All records below must be reproduced exactly, although any pictures they contain are to be omitted.

Collected data entries

·····

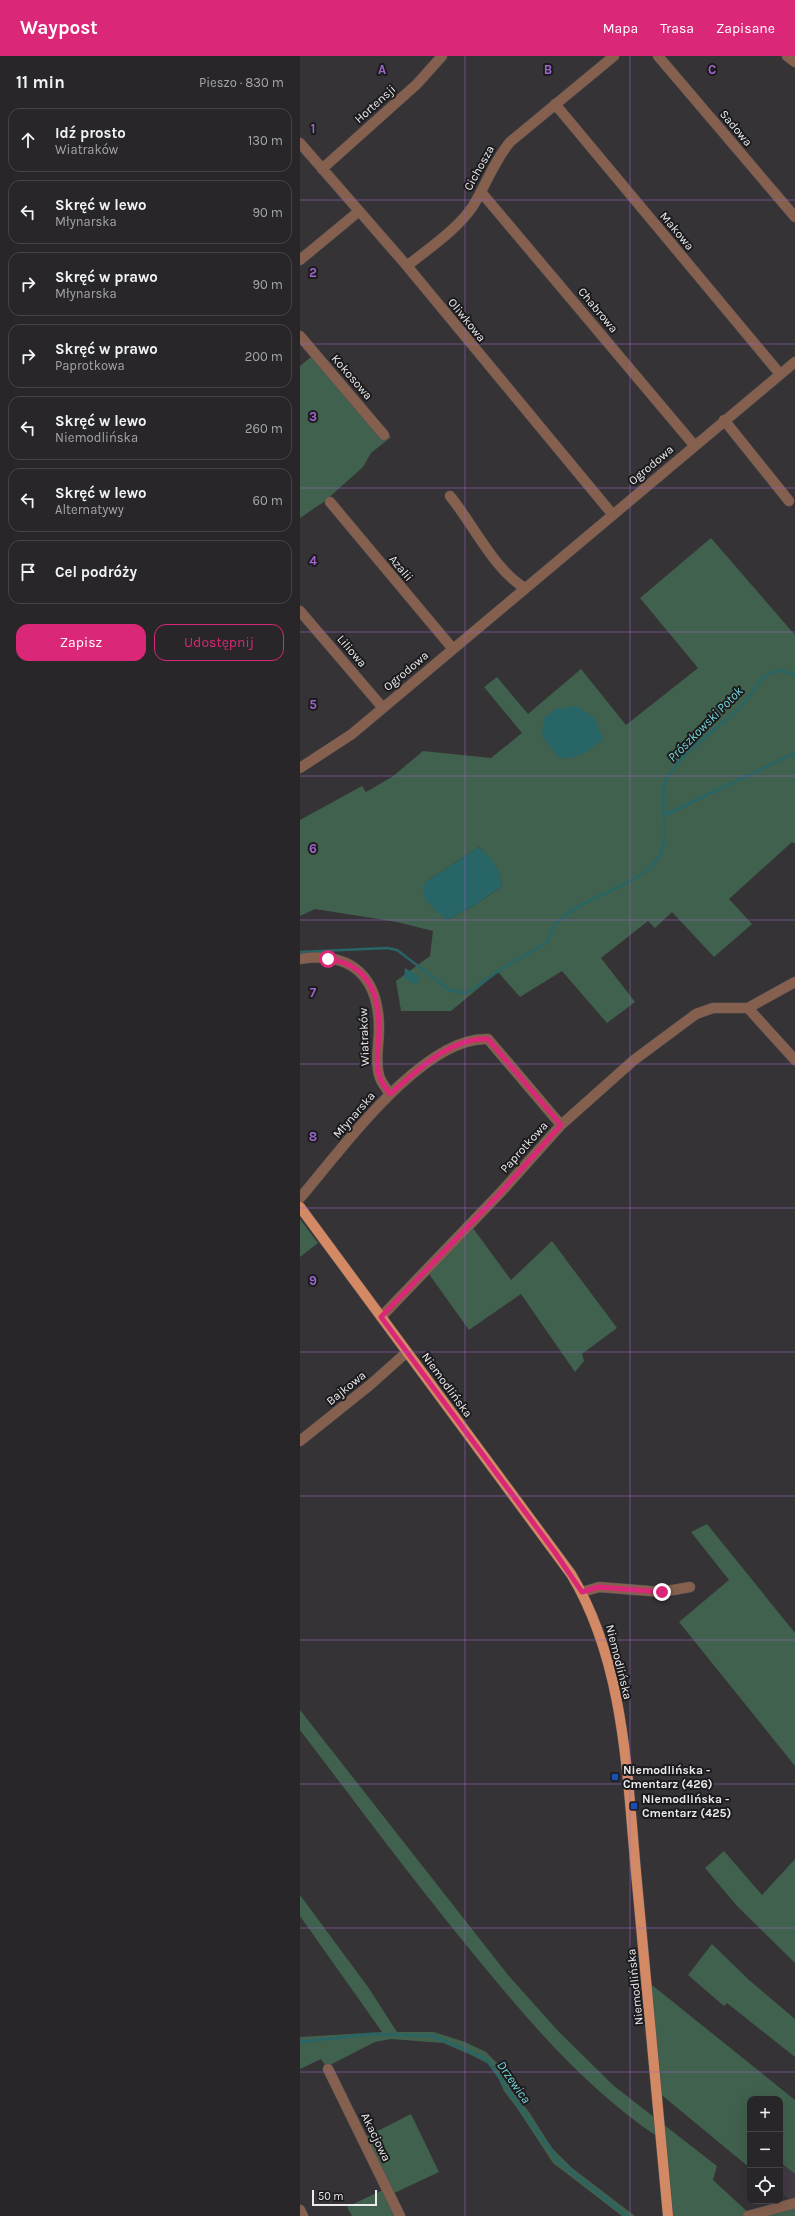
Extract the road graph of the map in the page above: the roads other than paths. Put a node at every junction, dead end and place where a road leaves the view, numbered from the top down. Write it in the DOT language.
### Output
graph roads {
  1 [pos="442,56"];
  2 [pos="614,56"];
  3 [pos="658,56"];
  4 [pos="787,56"];
  5 [pos="795,62"];
  6 [pos="555,104"];
  7 [pos="300,143"];
  8 [pos="322,169"];
  9 [pos="481,192"];
  10 [pos="358,212"];
  11 [pos="795,218"];
  12 [pos="300,260"];
  13 [pos="407,266"];
  14 [pos="300,336"];
  15 [pos="795,362"];
  16 [pos="780,374"];
  17 [pos="724,420"];
  18 [pos="384,435"];
  19 [pos="694,445"];
  20 [pos="450,496"];
  21 [pos="789,501"];
  22 [pos="330,502"];
  23 [pos="612,515"];
  24 [pos="525,588"];
  25 [pos="300,611"];
  26 [pos="453,649"];
  27 [pos="383,708"];
  28 [pos="300,768"];
  29 [pos="300,959"];
  30 [pos="795,982"];
  31 [pos="748,1008"];
  32 [pos="795,1060"];
  33 [pos="390,1094"];
  34 [pos="561,1125"];
  35 [pos="300,1198"];
  36 [pos="300,1207"];
  37 [pos="381,1317"];
  38 [pos="407,1352"];
  39 [pos="300,1441"];
  40 [pos="690,1587"];
  41 [pos="582,1592"];
  42 [pos="328,2070"];
  43 [pos="795,2203"];
  44 [pos="300,2210"];
  45 [pos="303,2216"];
  46 [pos="400,2216"];
  47 [pos="668,2216"];
  48 [pos="748,2216"];
  1 -- 8 [label="street, Hortensji"];
  2 -- 6 [label="street, Cichosza"];
  3 -- 11 [label="street, Sadowa"];
  4 -- 5 [label="street"];
  6 -- 9 [label="street, Cichosza"];
  6 -- 16 [label="street, Makowa"];
  7 -- 8 [label="street, Oliwkowa"];
  8 -- 10 [label="street, Oliwkowa"];
  9 -- 13 [label="street, Cichosza"];
  9 -- 19 [label="street, Chabrowa"];
  10 -- 12 [label="street"];
  10 -- 13 [label="street, Oliwkowa"];
  13 -- 23 [label="street, Oliwkowa"];
  14 -- 18 [label="street, Kokosowa"];
  15 -- 16 [label="street, Ogrodowa"];
  16 -- 17 [label="street, Ogrodowa"];
  17 -- 19 [label="street, Ogrodowa"];
  17 -- 21 [label="street"];
  19 -- 23 [label="street, Ogrodowa"];
  20 -- 24 [label="street"];
  22 -- 26 [label="street, Azalii"];
  23 -- 24 [label="street, Ogrodowa"];
  24 -- 26 [label="street, Ogrodowa"];
  25 -- 27 [label="street, Liliowa"];
  26 -- 27 [label="street, Ogrodowa"];
  27 -- 28 [label="street, Ogrodowa"];
  29 -- 33 [label="street, Wiatraków"];
  30 -- 31 [label="street, Paprotkowa"];
  31 -- 32 [label="street"];
  31 -- 34 [label="street, Paprotkowa"];
  33 -- 34 [label="street, Młynarska"];
  33 -- 35 [label="street, Młynarska"];
  34 -- 37 [label="street, Paprotkowa"];
  36 -- 37 [label="main road, Niemodlińska"];
  37 -- 38 [label="main road, Niemodlińska"];
  38 -- 39 [label="street, Bajkowa"];
  38 -- 41 [label="main road, Niemodlińska"];
  40 -- 41 [label="street"];
  41 -- 47 [label="main road, Niemodlińska"];
  42 -- 46 [label="street, Akacjowa"];
  43 -- 48 [label="street"];
  44 -- 45 [label="street"];
}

·····

> **WRITTEN REPLY**
Extract the road graph of the map in the page above: the roads other than paths. Put a node at every junction, dead end and place where a road leaves the view, numbered from the top down. Write it in the DOT language.
### Output
graph roads {
  1 [pos="442,56"];
  2 [pos="614,56"];
  3 [pos="658,56"];
  4 [pos="787,56"];
  5 [pos="795,62"];
  6 [pos="555,104"];
  7 [pos="300,143"];
  8 [pos="322,169"];
  9 [pos="481,192"];
  10 [pos="358,212"];
  11 [pos="795,218"];
  12 [pos="300,260"];
  13 [pos="407,266"];
  14 [pos="300,336"];
  15 [pos="795,362"];
  16 [pos="780,374"];
  17 [pos="724,420"];
  18 [pos="384,435"];
  19 [pos="694,445"];
  20 [pos="450,496"];
  21 [pos="789,501"];
  22 [pos="330,502"];
  23 [pos="612,515"];
  24 [pos="525,588"];
  25 [pos="300,611"];
  26 [pos="453,649"];
  27 [pos="383,708"];
  28 [pos="300,768"];
  29 [pos="300,959"];
  30 [pos="795,982"];
  31 [pos="748,1008"];
  32 [pos="795,1060"];
  33 [pos="390,1094"];
  34 [pos="561,1125"];
  35 [pos="300,1198"];
  36 [pos="300,1207"];
  37 [pos="381,1317"];
  38 [pos="407,1352"];
  39 [pos="300,1441"];
  40 [pos="690,1587"];
  41 [pos="582,1592"];
  42 [pos="328,2070"];
  43 [pos="795,2203"];
  44 [pos="300,2210"];
  45 [pos="303,2216"];
  46 [pos="400,2216"];
  47 [pos="668,2216"];
  48 [pos="748,2216"];
  1 -- 8 [label="street, Hortensji"];
  2 -- 6 [label="street, Cichosza"];
  3 -- 11 [label="street, Sadowa"];
  4 -- 5 [label="street"];
  6 -- 9 [label="street, Cichosza"];
  6 -- 16 [label="street, Makowa"];
  7 -- 8 [label="street, Oliwkowa"];
  8 -- 10 [label="street, Oliwkowa"];
  9 -- 13 [label="street, Cichosza"];
  9 -- 19 [label="street, Chabrowa"];
  10 -- 12 [label="street"];
  10 -- 13 [label="street, Oliwkowa"];
  13 -- 23 [label="street, Oliwkowa"];
  14 -- 18 [label="street, Kokosowa"];
  15 -- 16 [label="street, Ogrodowa"];
  16 -- 17 [label="street, Ogrodowa"];
  17 -- 19 [label="street, Ogrodowa"];
  17 -- 21 [label="street"];
  19 -- 23 [label="street, Ogrodowa"];
  20 -- 24 [label="street"];
  22 -- 26 [label="street, Azalii"];
  23 -- 24 [label="street, Ogrodowa"];
  24 -- 26 [label="street, Ogrodowa"];
  25 -- 27 [label="street, Liliowa"];
  26 -- 27 [label="street, Ogrodowa"];
  27 -- 28 [label="street, Ogrodowa"];
  29 -- 33 [label="street, Wiatraków"];
  30 -- 31 [label="street, Paprotkowa"];
  31 -- 32 [label="street"];
  31 -- 34 [label="street, Paprotkowa"];
  33 -- 34 [label="street, Młynarska"];
  33 -- 35 [label="street, Młynarska"];
  34 -- 37 [label="street, Paprotkowa"];
  36 -- 37 [label="main road, Niemodlińska"];
  37 -- 38 [label="main road, Niemodlińska"];
  38 -- 39 [label="street, Bajkowa"];
  38 -- 41 [label="main road, Niemodlińska"];
  40 -- 41 [label="street"];
  41 -- 47 [label="main road, Niemodlińska"];
  42 -- 46 [label="street, Akacjowa"];
  43 -- 48 [label="street"];
  44 -- 45 [label="street"];
}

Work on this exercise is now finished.